**WORK REQUEST**
Copy out all the lines of the data that hold the word "roads".

(Saved data entries)
=== Section Start ===

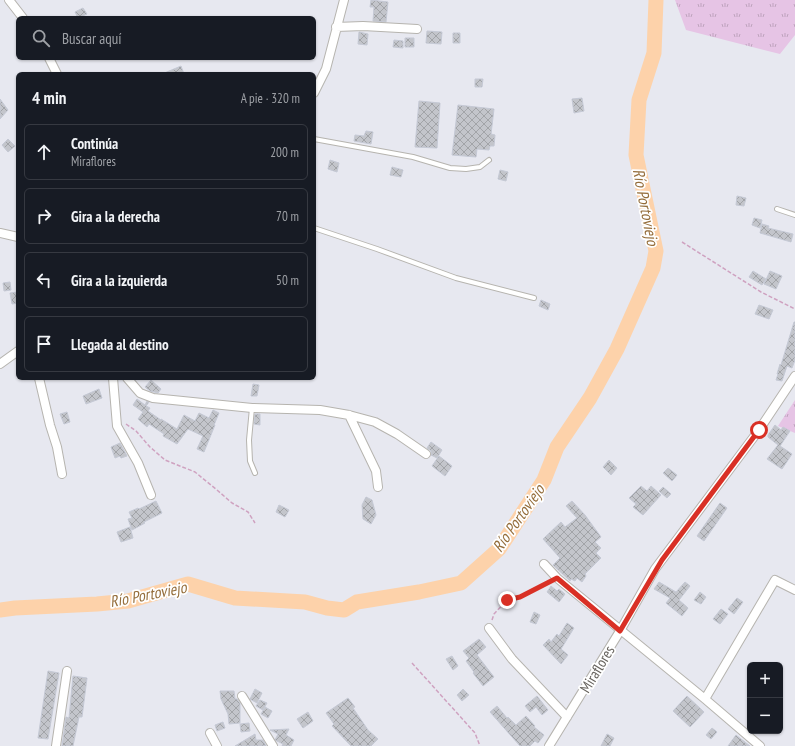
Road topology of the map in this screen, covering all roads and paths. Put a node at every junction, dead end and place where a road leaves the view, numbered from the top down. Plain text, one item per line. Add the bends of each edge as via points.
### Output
1 (9, 0) edge
2 (344, 0) edge
3 (21, 16) edge
4 (336, 27) junction
5 (417, 29) dead end
6 (50, 60) edge
7 (57, 72) edge
8 (316, 89) edge
9 (316, 139) edge
10 (489, 160) dead end
11 (776, 209) dead end
12 (795, 215) edge
13 (316, 229) edge
14 (0, 233) edge
15 (16, 237) edge
16 (682, 242) dead end
17 (534, 298) dead end
18 (795, 309) edge
19 (16, 352) edge
20 (0, 364) edge
21 (795, 376) edge
22 (39, 380) edge
23 (113, 380) edge
24 (129, 380) edge
25 (252, 408) junction
26 (349, 415) junction
27 (117, 426) junction
28 (426, 454) dead end
29 (255, 473) dead end
30 (62, 474) dead end
31 (378, 487) dead end
32 (151, 495) dead end
33 (255, 523) dead end
34 (544, 564) dead end
35 (557, 578) junction
36 (795, 590) edge
37 (489, 628) joint
38 (620, 631) junction
39 (412, 663) dead end
40 (67, 671) dead end
41 (242, 696) dead end
42 (705, 699) junction
43 (567, 718) junction
44 (210, 733) dead end
45 (56, 746) edge
46 (218, 746) edge
47 (273, 746) edge
48 (480, 746) edge
49 (549, 746) edge
50 (760, 746) edge

1 - 3 street
2 - 4 street
4 - 5 street
4 - 8 street via 326,70
6 - 7 street
9 - 10 lane via 413,157 450,168 480,167
11 - 12 lane
13 - 17 lane via 456,278
14 - 15 street
16 - 18 path via 761,292
19 - 20 street
21 - 38 street, Miraflores via 759,430 655,569
22 - 30 street via 58,447
23 - 27 street
24 - 25 street via 140,393 153,398
25 - 26 street via 320,410
25 - 29 lane via 249,440 250,461
26 - 28 street via 375,422
26 - 31 street via 376,470
27 - 32 street via 138,463
27 - 33 path via 124,423 136,431 165,460 195,472 232,503 248,512
34 - 35 street
35 - 37 path via 520,597 507,600 494,614
35 - 38 street
36 - 42 street via 774,580
37 - 43 street via 512,659
38 - 42 street
38 - 43 street, Miraflores
39 - 48 path via 474,733
40 - 45 street
41 - 47 street
42 - 50 street
43 - 49 street, Miraflores
44 - 46 street

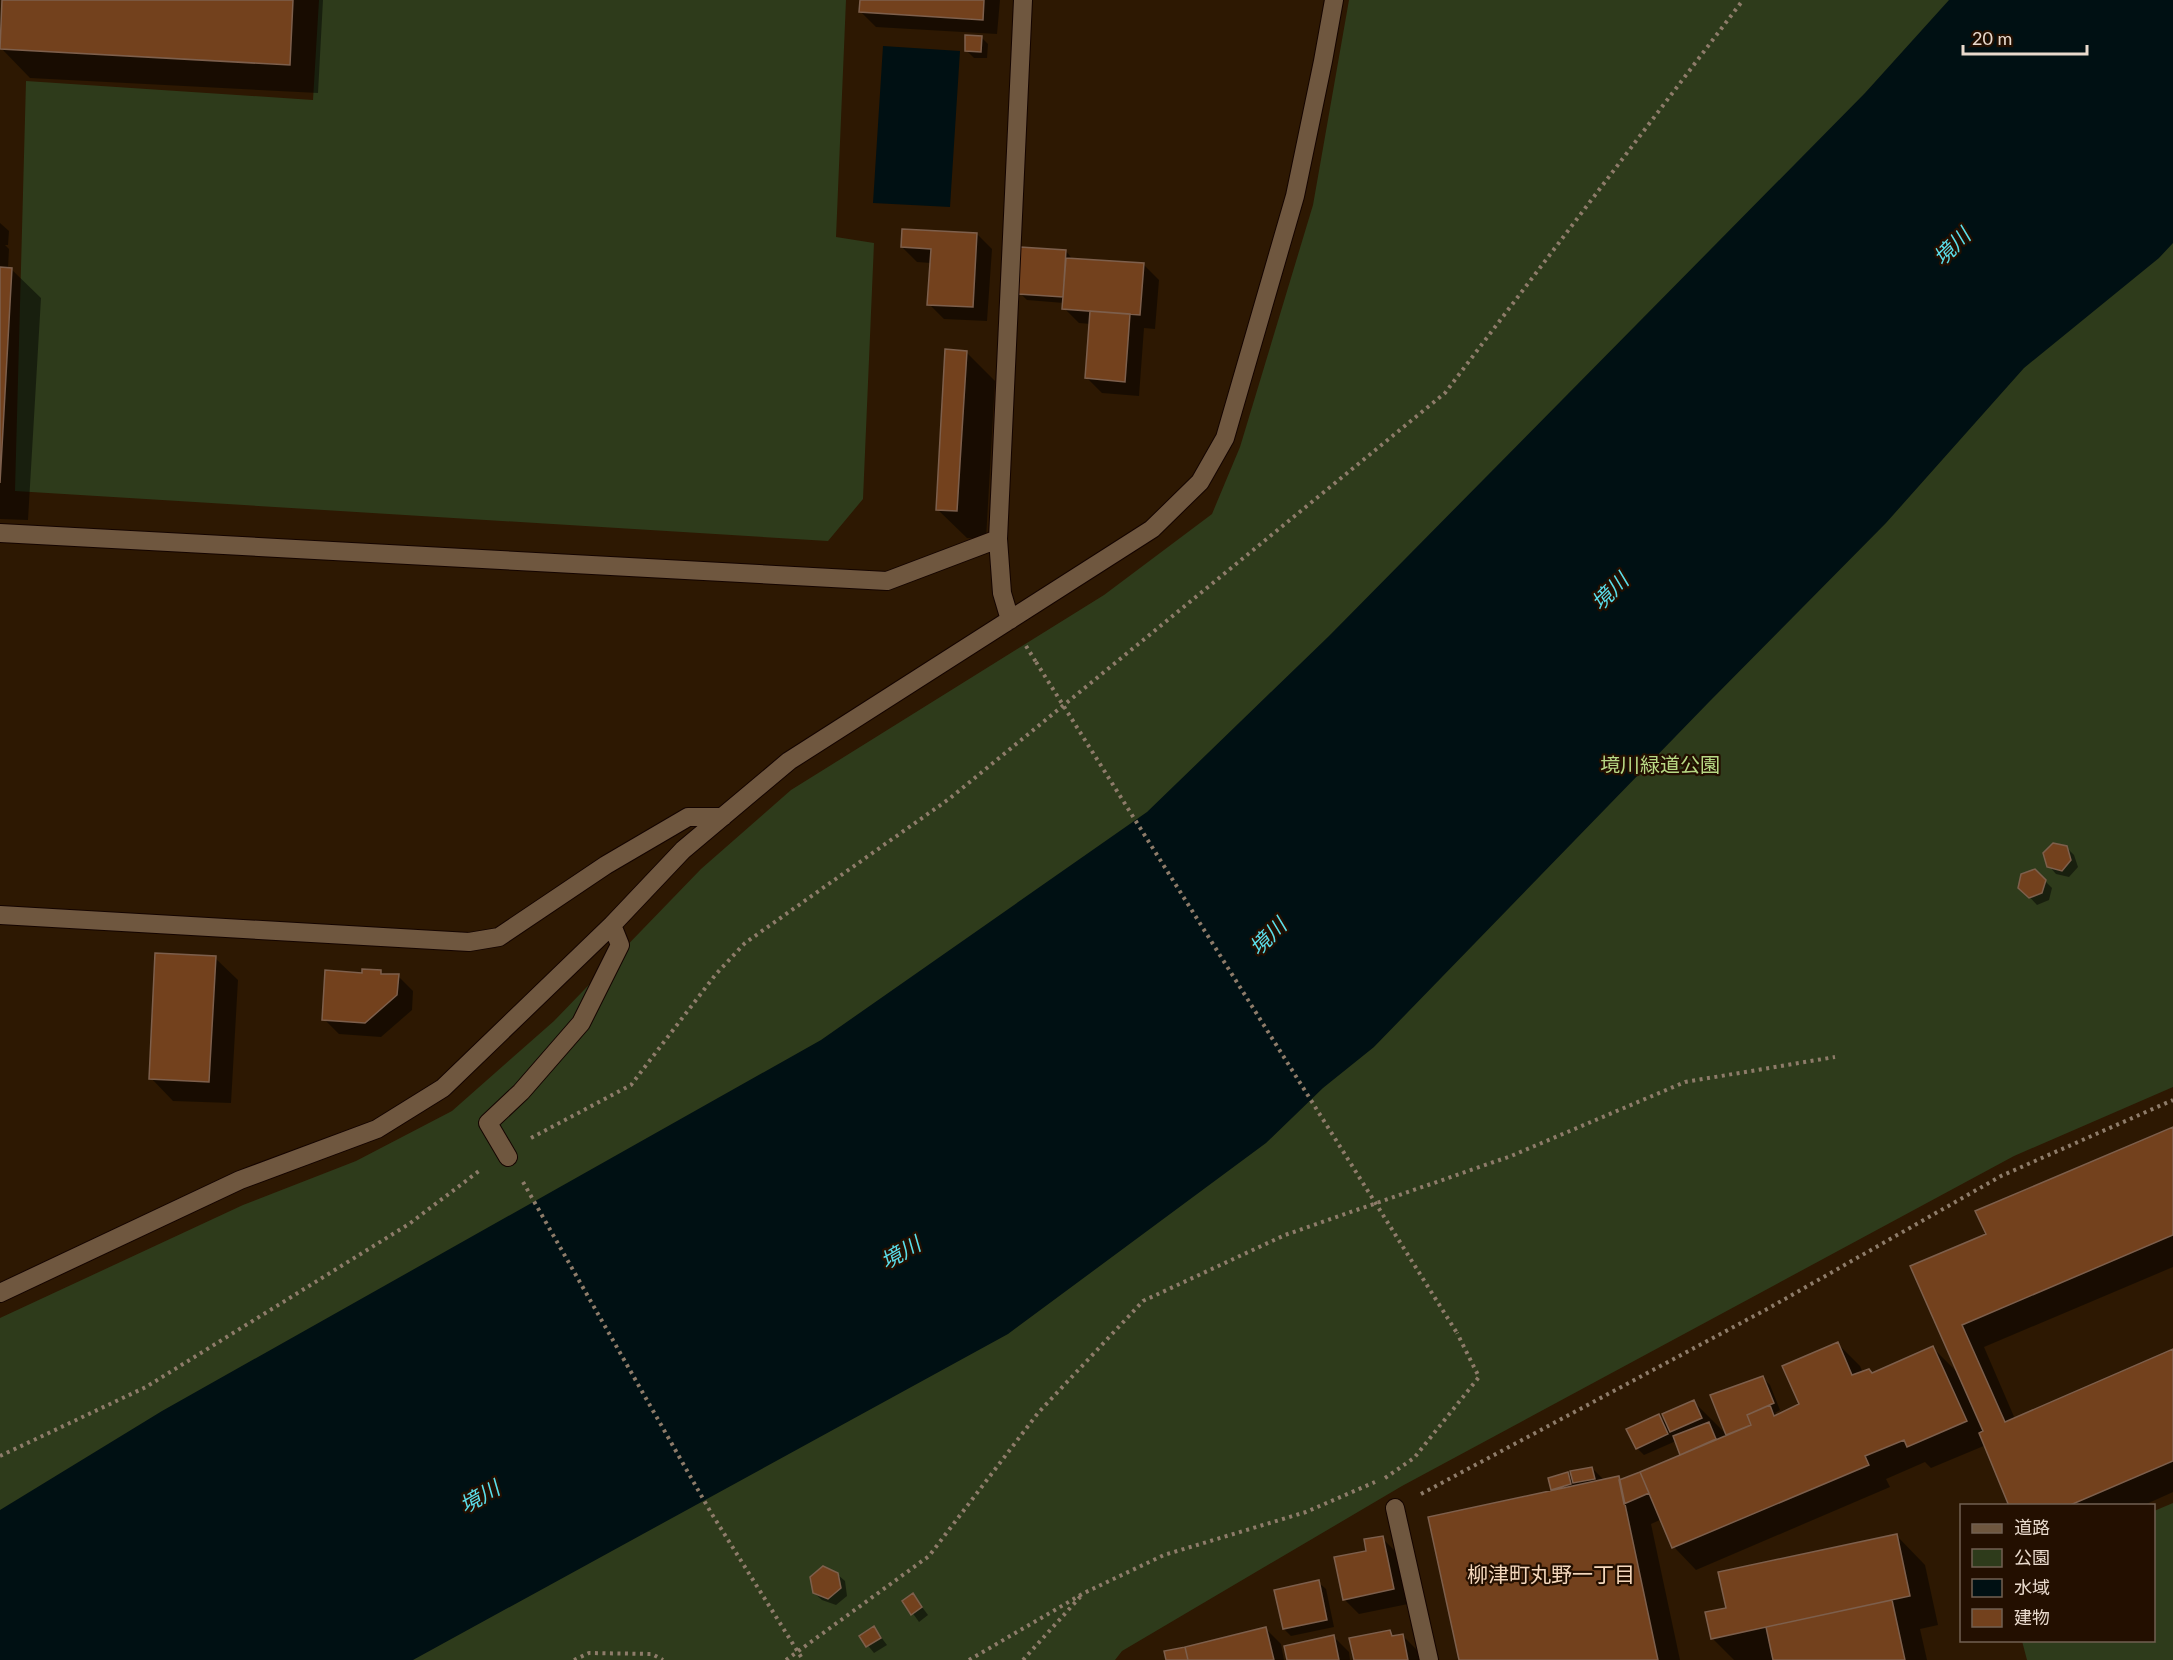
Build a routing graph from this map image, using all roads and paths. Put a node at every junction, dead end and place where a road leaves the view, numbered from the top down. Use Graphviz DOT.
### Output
graph roads {
  1 [pos="1023,0"];
  2 [pos="1334,0"];
  3 [pos="1743,0"];
  4 [pos="0,533"];
  5 [pos="998,539"];
  6 [pos="1010,620"];
  7 [pos="1036,662"];
  8 [pos="723,817"];
  9 [pos="0,915"];
  10 [pos="612,925"];
  11 [pos="1836,1057"];
  12 [pos="2173,1100"];
  13 [pos="506,1154"];
  14 [pos="0,1293"];
  15 [pos="0,1456"];
  16 [pos="1384,1479"];
  17 [pos="1395,1508"];
  18 [pos="1084,1593"];
  19 [pos="797,1652"];
  20 [pos="573,1660"];
  21 [pos="663,1660"];
  22 [pos="786,1660"];
  23 [pos="803,1660"];
  24 [pos="969,1660"];
  25 [pos="1023,1660"];
  26 [pos="1429,1660"];
  1 -- 5 [label="street"];
  2 -- 6 [label="street"];
  3 -- 13 [label="path"];
  4 -- 5 [label="street"];
  5 -- 6 [label="street"];
  6 -- 8 [label="street"];
  7 -- 16 [label="path, bridge"];
  8 -- 9 [label="street"];
  8 -- 10 [label="street"];
  10 -- 13 [label="street"];
  10 -- 14 [label="street"];
  11 -- 19 [label="path"];
  12 -- 17 [label="path"];
  13 -- 15 [label="path"];
  13 -- 19 [label="path"];
  16 -- 17 [label="path"];
  16 -- 18 [label="path"];
  17 -- 26 [label="street"];
  18 -- 24 [label="path"];
  18 -- 25 [label="path"];
  19 -- 22 [label="path"];
  19 -- 23 [label="path"];
  20 -- 21 [label="path"];
}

=== Section End ===

**WRITTEN SOLUTION**
Road topology of the map in this screen, covering all roads and paths. Put a node at every junction, dead end and place where a road leaves the view, numbered from the top down. Plain text, one item per line. Add the bends of each edge as via points.
Build a routing graph from this map image, using all roads and paths. Put a node at every junction, dead end and place where a road leaves the view, numbered from the top down. Use Graphviz DOT.
graph roads {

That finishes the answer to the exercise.